Há quase 25 anos na região central de Campo Grande, um personagem se mantém como a exceção à regra no anonimato tão comum às grandes cidades. O nome da carteira de identidade, Antônio Pereira da Silva, 53 anos, passa despercebido; basta, no entanto, perguntar por Sabiá para qualquer comerciante e frequentador assíduo das ruas do centro da capital sul-mato-grossense para saber de quem se trata.
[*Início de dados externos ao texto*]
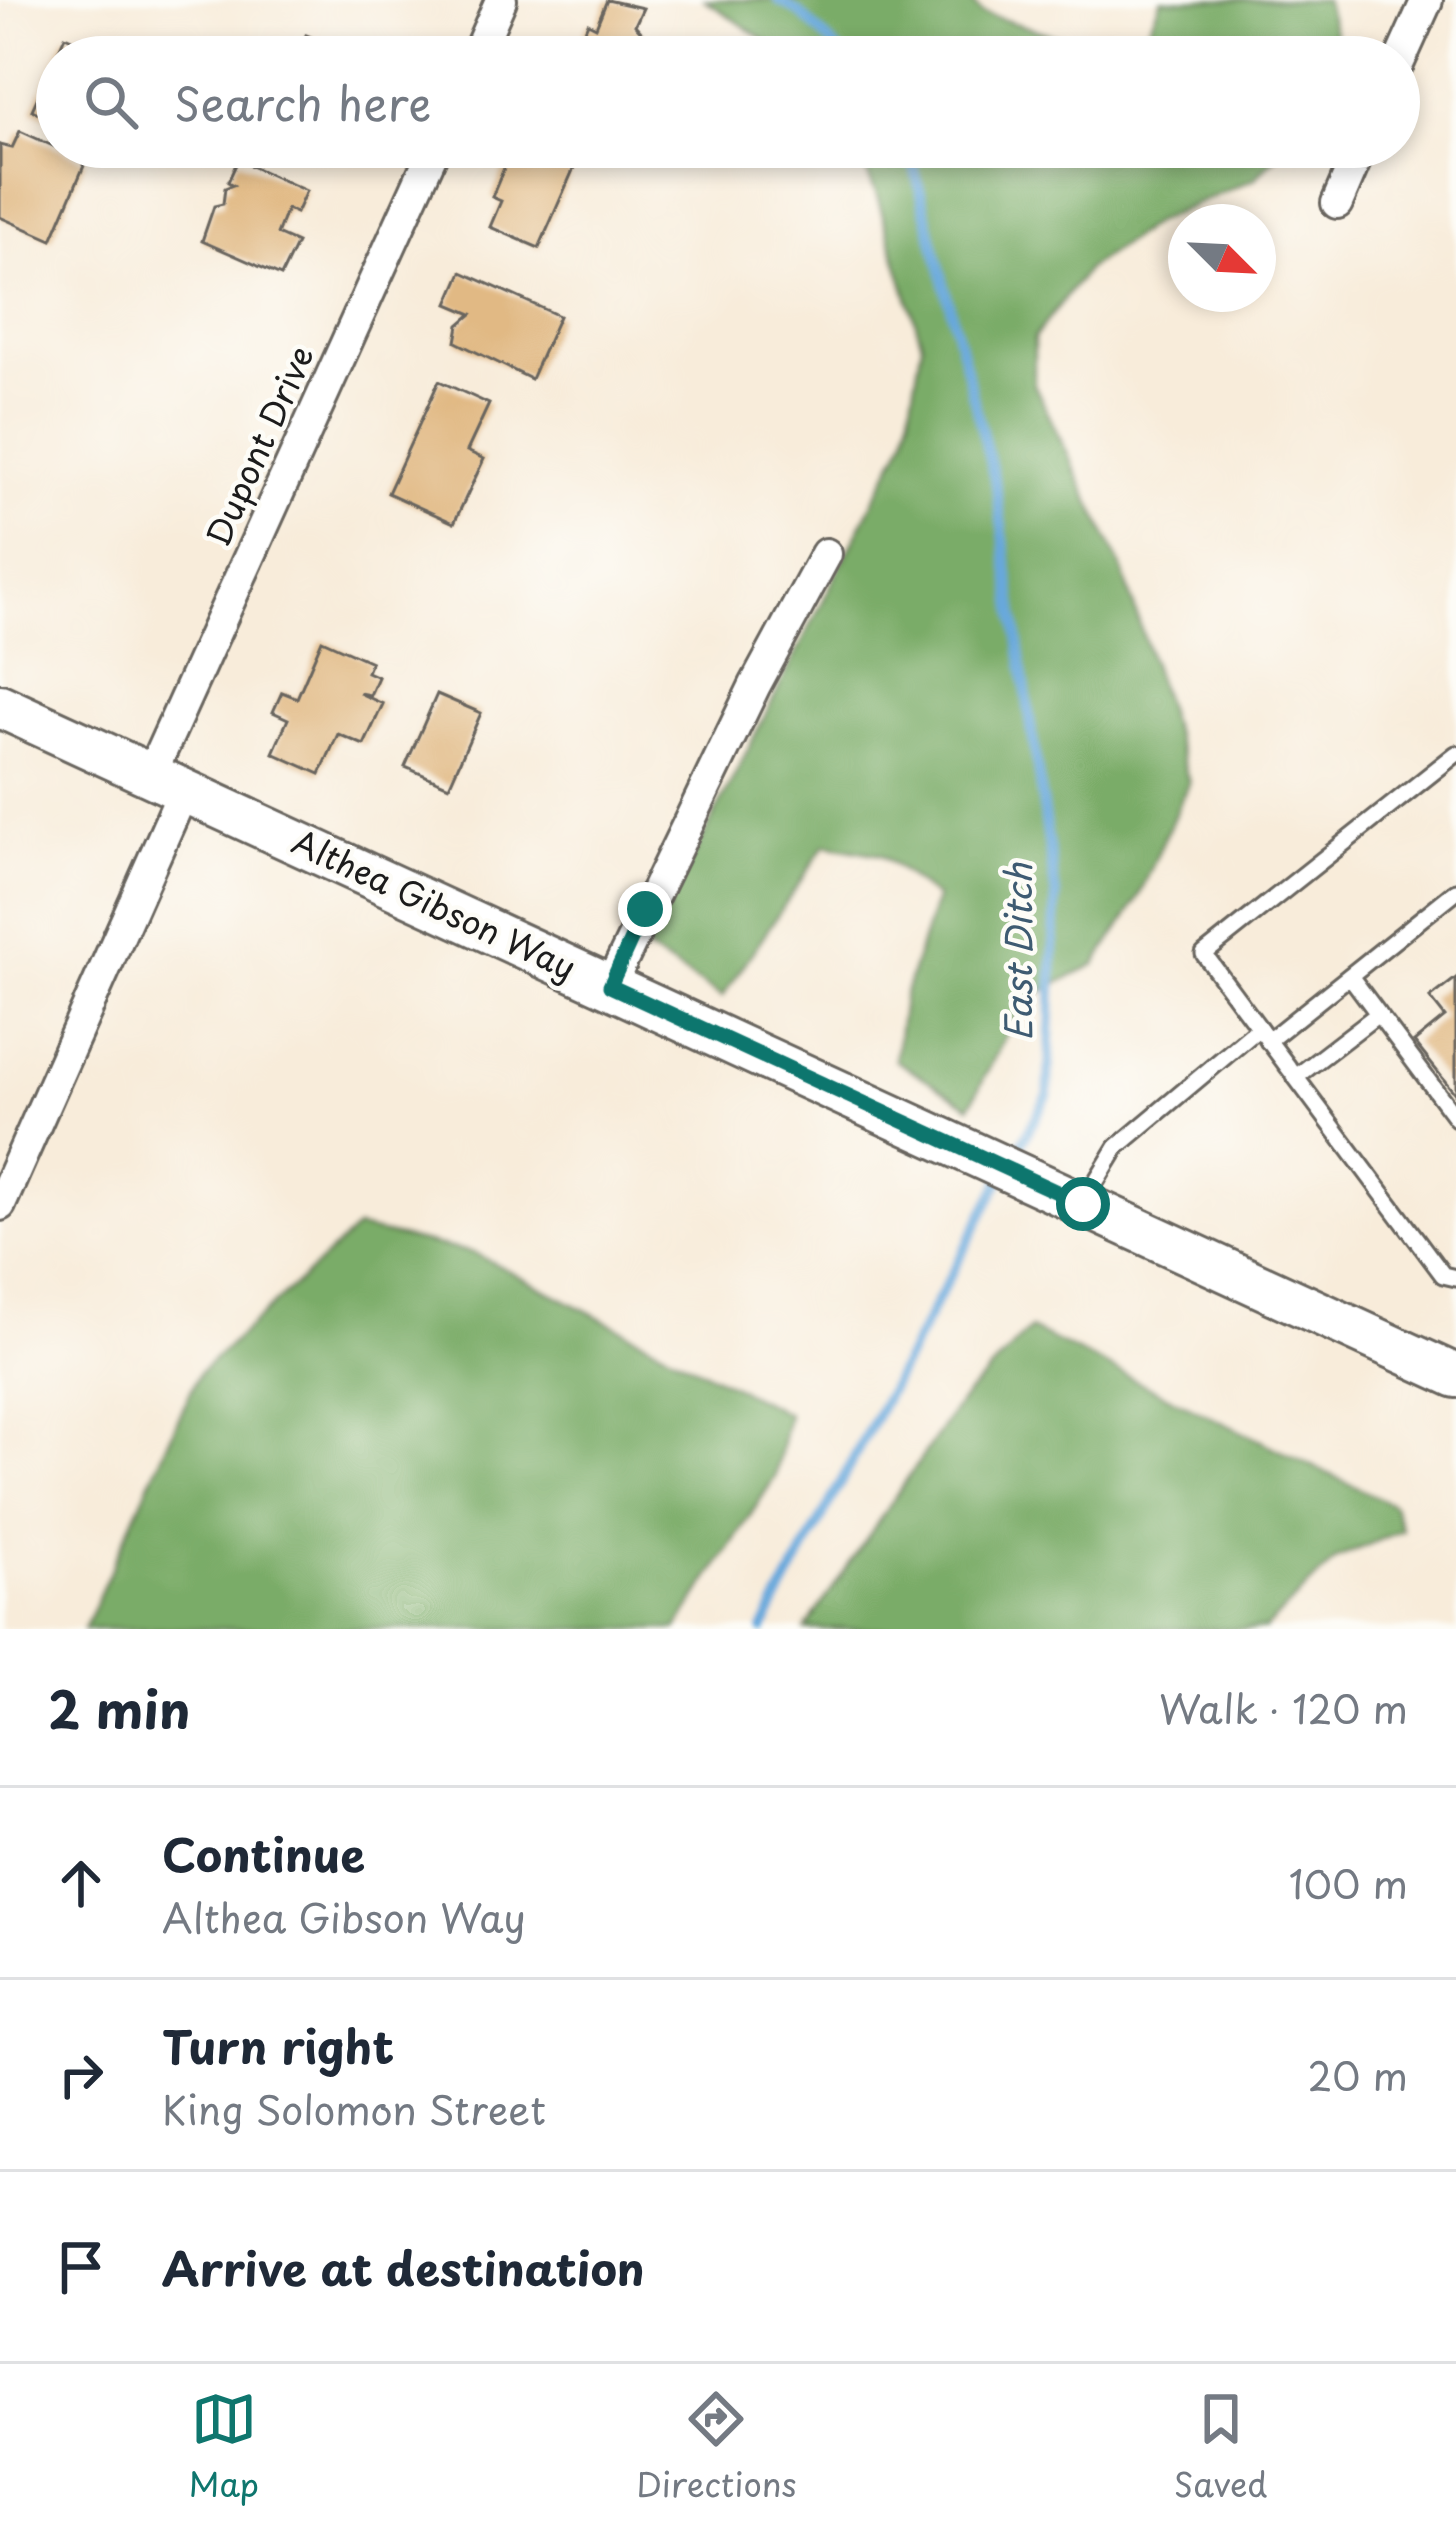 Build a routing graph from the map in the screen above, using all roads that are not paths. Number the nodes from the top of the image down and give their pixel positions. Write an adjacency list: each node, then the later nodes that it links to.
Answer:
1 (501, 0): 3 (street)
2 (1426, 0): 4 (street)
3 (485, 36)
4 (1410, 36)
5 (426, 168): 11 (street, Dupont Drive)
6 (1352, 168): 7 (street)
7 (1336, 203)
8 (826, 554): 14 (street)
9 (0, 706): 11 (street, Althea Gibson Way)
10 (1456, 754): 16 (lane)
11 (168, 782): 14 (street, Althea Gibson Way); 20 (street, Dupont Drive)
12 (1456, 891): 13 (lane)
13 (1349, 976): 15 (lane); 16 (lane)
14 (610, 986): 19 (street, Althea Gibson Way)
15 (1378, 1014): 17 (lane); 18 (lane)
16 (1264, 1034): 17 (lane); 19 (lane)
17 (1296, 1077): 21 (lane)
18 (1456, 1118)
19 (1083, 1204): 22 (street, Althea Gibson Way)
20 (0, 1205)
21 (1456, 1278)
22 (1456, 1376) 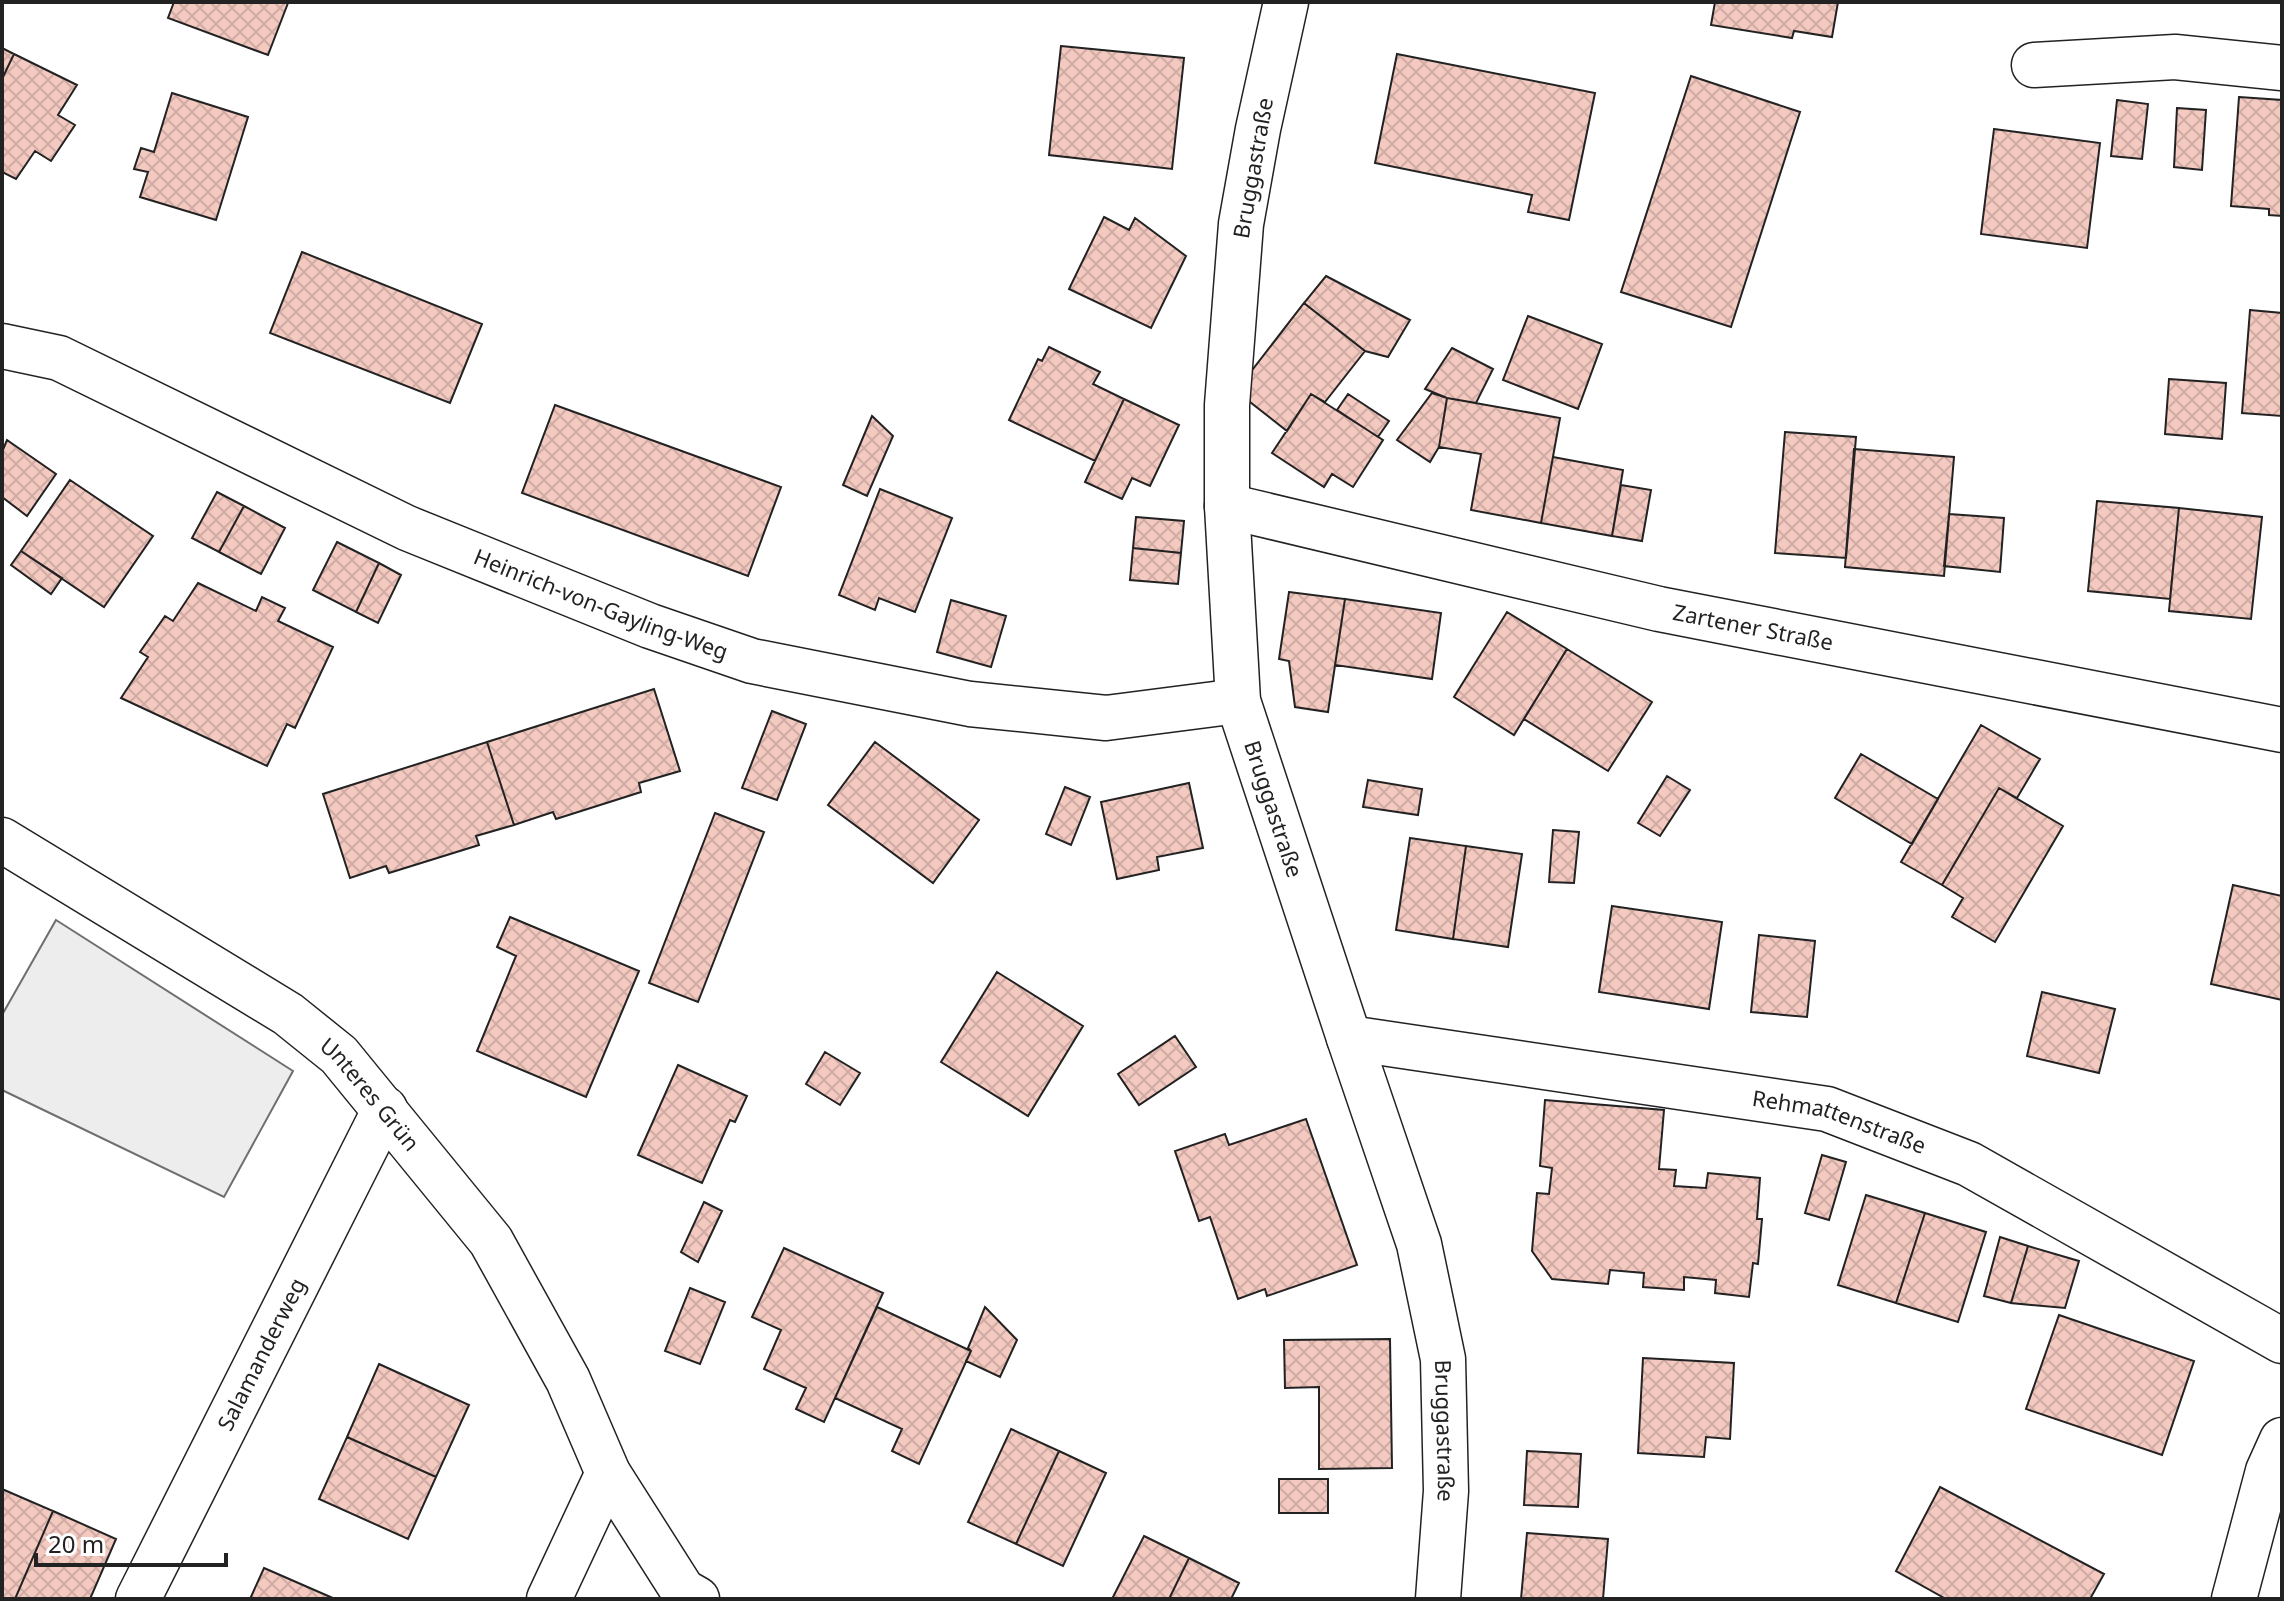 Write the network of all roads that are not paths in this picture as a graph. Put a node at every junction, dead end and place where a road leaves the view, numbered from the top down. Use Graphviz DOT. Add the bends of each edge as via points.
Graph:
graph roads {
  1 [pos="1286,2"];
  2 [pos="2034,65"];
  3 [pos="2282,68"];
  4 [pos="2,346"];
  5 [pos="1227,506"];
  6 [pos="1238,701"];
  7 [pos="2282,730"];
  8 [pos="2,840"];
  9 [pos="1349,1038"];
  10 [pos="385,1109"];
  11 [pos="2282,1341"];
  12 [pos="2277,1463"];
  13 [pos="608,1473"];
  14 [pos="138,1599"];
  15 [pos="549,1599"];
  16 [pos="697,1599"];
  17 [pos="1438,1599"];
  18 [pos="2234,1599"];
  1 -- 5 [label="street, Bruggastraße" via="1241,224 1227,405"];
  2 -- 3 [label="street" via="2175,57"];
  4 -- 6 [label="street, Heinrich-von-Gayling-Weg" via="59,358 407,528 650,626 752,661 970,704 1106,718"];
  5 -- 6 [label="street, Bruggastraße"];
  5 -- 7 [label="street, Zartener Straße" via="1659,609"];
  6 -- 9 [label="street, Bruggastraße"];
  8 -- 10 [label="street, Unteres Grün" via="288,1014 339,1055"];
  9 -- 11 [label="street, Rehmattenstraße" via="1827,1109 1969,1164"];
  9 -- 17 [label="street, Bruggastraße" via="1419,1244 1443,1359 1446,1491"];
  10 -- 13 [label="street, Unteres Grün" via="491,1241 568,1380"];
  10 -- 14 [label="street, Salamanderweg"];
  12 -- 18 [label="street"];
  13 -- 15 [label="street"];
  13 -- 16 [label="street, Unteres Grün" via="683,1591"];
}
Seja distribuindo folhetos de propaganda para quem passa, trabalhando como engraxate, ou até mesmo “arranhando” o violão em uma nota só – que ganhou de presente – para receber ofertas em uma caixinha de papelão: são grandes as possibilidades de que você, leitor ou internauta, já tenha cruzado com Sabiá pelas calçadas da região central, com suas sacolinhas embaixo do braço.
“Esse garoto é uma atração, é uma figura aqui na cidade, conhecido entre as crianças”, define Gelásio Lani, proprietário de comércio na Rua Barão do Rio Branco, com o carinho de quem ajuda a cuidar de Sabiá desde que ele apareceu na região central de Campo Grande, segundo ele, “do nada”. Naquela época, nem sequer havia calçadão na via pública.
Vem desse período, também, o apelido de passarinho: “Um amigo o viu e disse: ‘Parece um sabiá’. Demos almoço e assim ele foi ficando. Nunca passou necessidade. Sabiá é desconfiado e ligeiro. Já chegamos a oferecer para ele viajar, até conhecer outras cidades, o Rio de Janeiro, mas ele não quer. A paixão dele é Campo Grande, o centro da cidade e também os desfiles [cívicos]”, afirma.
Outro “anjo” na vida de Sabiá é Maria Alves de Queiroz. Proprietária de uma lanchonete na Barão do Rio Branco há 33 anos, ela também se recorda da aparição do amigo na região central e dá sua própria versão sobre o apelido. “Ele chegou por aqui ‘bicudo’ e magro, por isso o apelido de Sabiá. Também não era tão alto como é hoje”, conta.
DESFILE
Com o tempo, Sabiá foi sendo abraçado pelos comerciantes da região central. “Nós comemoramos o aniversário dele [em junho] pelo menos umas cinco ou seis vezes aqui mesmo na Barão, em frente ao meu comércio, com balão e tudo. Os próprios comerciantes organizavam e também era uma forma de arrecadar roupas para ele”, recorda-se Maria.
Entre os presentes, um tem significado todo especial – camisa e calça brancas, conta a amiga. É com esse traje que Sabiá tem o hábito de comparecer – e participar – dos desfiles de 26 de Agosto, em comemoração ao aniversário de Campo Grande, e, posteriormente, de 7 de Setembro. “Ele sempre desfila de roupa branca e sapatos. Ele gosta da festa”, afirma a amiga.
Sabiá não costuma firmar ponto no centro, mas é visto com mais frequência nas ruas Barão do Rio Branco e Dom Aquino. Costuma chegar cedinho à região, de ônibus – conforme informações dos amigos, mora em um quartinho no Bairro Guanandi.
A reportagem tentou marcar um encontro com Sabiá, mediado pela amiga Maria. No entanto, ultimamente, o passarinho do centro de Campo Grande anda mais arisco do que de costume. A saúde já não é mais a mesma, o pé direito apresenta uma possível inflamação crônica e, em consequência das dores, ele anda agitado.
Os comerciantes mais próximos têm buscado ajudá-lo; mas, por enquanto, Sabiá só tem conseguido receber cuidados paliativos e a preocupação é de que o quadro se torne ainda mais grave. “Sabiá nunca vai ser o mesmo se não for livre”, alerta a amiga Maria.